**MATERIAL FOR THIS TASK:**
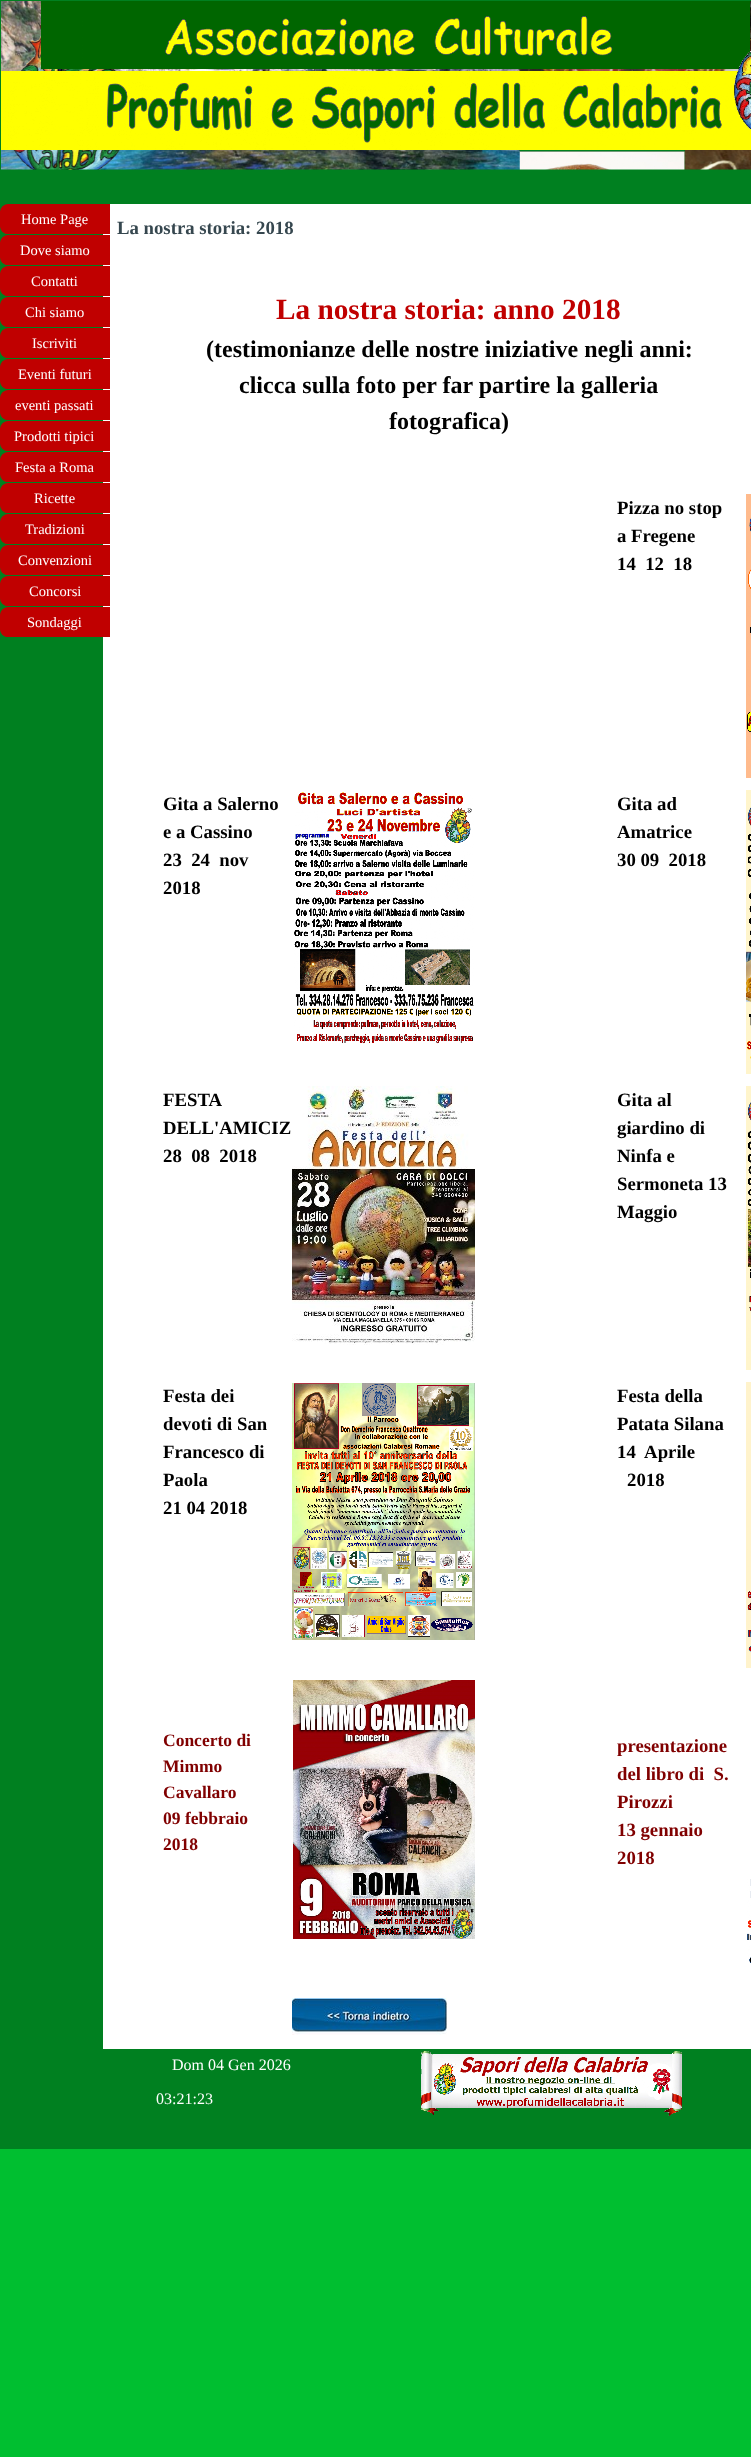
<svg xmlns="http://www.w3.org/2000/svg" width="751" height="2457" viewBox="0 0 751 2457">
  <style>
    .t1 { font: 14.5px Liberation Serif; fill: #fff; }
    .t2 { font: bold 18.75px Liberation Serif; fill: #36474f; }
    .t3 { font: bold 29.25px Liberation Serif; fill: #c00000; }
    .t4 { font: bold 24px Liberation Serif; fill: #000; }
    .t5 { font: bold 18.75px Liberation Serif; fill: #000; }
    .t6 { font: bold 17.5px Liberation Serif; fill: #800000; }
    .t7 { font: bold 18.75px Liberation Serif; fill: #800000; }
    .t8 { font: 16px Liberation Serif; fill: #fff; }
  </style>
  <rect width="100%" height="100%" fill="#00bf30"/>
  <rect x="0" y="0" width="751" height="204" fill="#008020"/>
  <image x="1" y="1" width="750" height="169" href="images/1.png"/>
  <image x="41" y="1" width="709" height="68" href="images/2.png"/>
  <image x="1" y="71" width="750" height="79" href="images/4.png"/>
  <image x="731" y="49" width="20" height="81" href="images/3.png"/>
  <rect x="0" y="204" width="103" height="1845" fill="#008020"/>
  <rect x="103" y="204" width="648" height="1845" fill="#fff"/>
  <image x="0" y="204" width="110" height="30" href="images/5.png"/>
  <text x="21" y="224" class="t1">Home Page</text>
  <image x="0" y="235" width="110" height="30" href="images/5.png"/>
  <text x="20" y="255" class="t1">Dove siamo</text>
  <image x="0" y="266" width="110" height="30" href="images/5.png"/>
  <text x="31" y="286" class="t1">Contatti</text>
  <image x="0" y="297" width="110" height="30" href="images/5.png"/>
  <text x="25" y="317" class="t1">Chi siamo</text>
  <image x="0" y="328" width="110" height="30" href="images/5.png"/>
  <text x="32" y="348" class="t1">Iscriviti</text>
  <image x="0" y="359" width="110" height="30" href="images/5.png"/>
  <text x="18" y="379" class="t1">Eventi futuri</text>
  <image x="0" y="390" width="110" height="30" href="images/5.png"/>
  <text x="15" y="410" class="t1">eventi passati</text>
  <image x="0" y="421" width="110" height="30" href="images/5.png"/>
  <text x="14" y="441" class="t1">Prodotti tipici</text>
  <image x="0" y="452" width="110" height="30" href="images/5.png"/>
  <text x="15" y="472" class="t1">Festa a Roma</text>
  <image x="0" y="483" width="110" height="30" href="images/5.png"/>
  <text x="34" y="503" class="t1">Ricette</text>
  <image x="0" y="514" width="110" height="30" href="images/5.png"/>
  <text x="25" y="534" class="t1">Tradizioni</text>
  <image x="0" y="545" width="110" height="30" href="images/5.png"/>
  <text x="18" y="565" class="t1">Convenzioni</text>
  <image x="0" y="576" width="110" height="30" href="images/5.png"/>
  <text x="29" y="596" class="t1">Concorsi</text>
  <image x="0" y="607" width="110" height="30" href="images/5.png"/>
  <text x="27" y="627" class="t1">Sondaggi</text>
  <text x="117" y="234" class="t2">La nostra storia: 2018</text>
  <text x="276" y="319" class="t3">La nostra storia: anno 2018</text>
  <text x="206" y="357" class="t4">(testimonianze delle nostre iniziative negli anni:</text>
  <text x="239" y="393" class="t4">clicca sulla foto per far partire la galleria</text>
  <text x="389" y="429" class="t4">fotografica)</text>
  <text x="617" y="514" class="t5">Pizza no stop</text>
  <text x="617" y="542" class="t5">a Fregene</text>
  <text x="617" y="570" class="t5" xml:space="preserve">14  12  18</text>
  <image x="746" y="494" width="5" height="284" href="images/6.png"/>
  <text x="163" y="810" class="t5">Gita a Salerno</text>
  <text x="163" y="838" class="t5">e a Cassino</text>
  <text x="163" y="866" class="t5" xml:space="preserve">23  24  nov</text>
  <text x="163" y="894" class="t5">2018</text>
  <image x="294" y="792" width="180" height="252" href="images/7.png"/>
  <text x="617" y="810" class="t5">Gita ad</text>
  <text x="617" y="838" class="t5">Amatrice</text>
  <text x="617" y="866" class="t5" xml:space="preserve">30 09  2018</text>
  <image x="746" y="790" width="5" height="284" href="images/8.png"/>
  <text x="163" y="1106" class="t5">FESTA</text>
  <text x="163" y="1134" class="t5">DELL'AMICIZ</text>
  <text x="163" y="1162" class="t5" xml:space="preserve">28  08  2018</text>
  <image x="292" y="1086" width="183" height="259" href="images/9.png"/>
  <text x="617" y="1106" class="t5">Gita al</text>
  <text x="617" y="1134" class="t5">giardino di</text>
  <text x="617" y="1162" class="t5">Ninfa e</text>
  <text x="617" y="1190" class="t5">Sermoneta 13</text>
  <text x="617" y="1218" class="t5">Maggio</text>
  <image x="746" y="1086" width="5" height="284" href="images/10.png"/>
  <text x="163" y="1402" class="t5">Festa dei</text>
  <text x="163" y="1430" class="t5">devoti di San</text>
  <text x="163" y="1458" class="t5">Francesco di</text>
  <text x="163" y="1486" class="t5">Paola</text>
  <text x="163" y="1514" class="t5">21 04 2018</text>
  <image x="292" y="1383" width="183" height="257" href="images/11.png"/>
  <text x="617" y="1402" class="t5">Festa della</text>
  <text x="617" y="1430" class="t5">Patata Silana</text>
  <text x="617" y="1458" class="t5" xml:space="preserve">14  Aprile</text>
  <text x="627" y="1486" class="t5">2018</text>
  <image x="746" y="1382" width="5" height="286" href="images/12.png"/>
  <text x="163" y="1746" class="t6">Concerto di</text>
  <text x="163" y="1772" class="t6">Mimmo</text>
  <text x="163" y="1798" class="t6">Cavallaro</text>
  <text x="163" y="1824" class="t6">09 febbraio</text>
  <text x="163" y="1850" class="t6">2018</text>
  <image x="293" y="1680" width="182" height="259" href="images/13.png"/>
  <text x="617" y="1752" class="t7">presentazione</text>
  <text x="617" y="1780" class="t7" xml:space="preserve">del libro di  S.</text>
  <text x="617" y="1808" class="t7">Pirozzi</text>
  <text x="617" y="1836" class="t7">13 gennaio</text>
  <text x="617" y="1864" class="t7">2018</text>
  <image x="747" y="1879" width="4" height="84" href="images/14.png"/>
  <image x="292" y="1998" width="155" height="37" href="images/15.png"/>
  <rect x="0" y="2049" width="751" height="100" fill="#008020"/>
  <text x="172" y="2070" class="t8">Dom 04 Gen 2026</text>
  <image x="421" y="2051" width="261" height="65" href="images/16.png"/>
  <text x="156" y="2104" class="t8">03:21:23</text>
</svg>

**TO DO:** Every line above carrying the word "Serif" needs to be shown.

**ANSWER BELOW:**
    .t1 { font: 14.5px Liberation Serif; fill: #fff; }
    .t2 { font: bold 18.75px Liberation Serif; fill: #36474f; }
    .t3 { font: bold 29.25px Liberation Serif; fill: #c00000; }
    .t4 { font: bold 24px Liberation Serif; fill: #000; }
    .t5 { font: bold 18.75px Liberation Serif; fill: #000; }
    .t6 { font: bold 17.5px Liberation Serif; fill: #800000; }
    .t7 { font: bold 18.75px Liberation Serif; fill: #800000; }
    .t8 { font: 16px Liberation Serif; fill: #fff; }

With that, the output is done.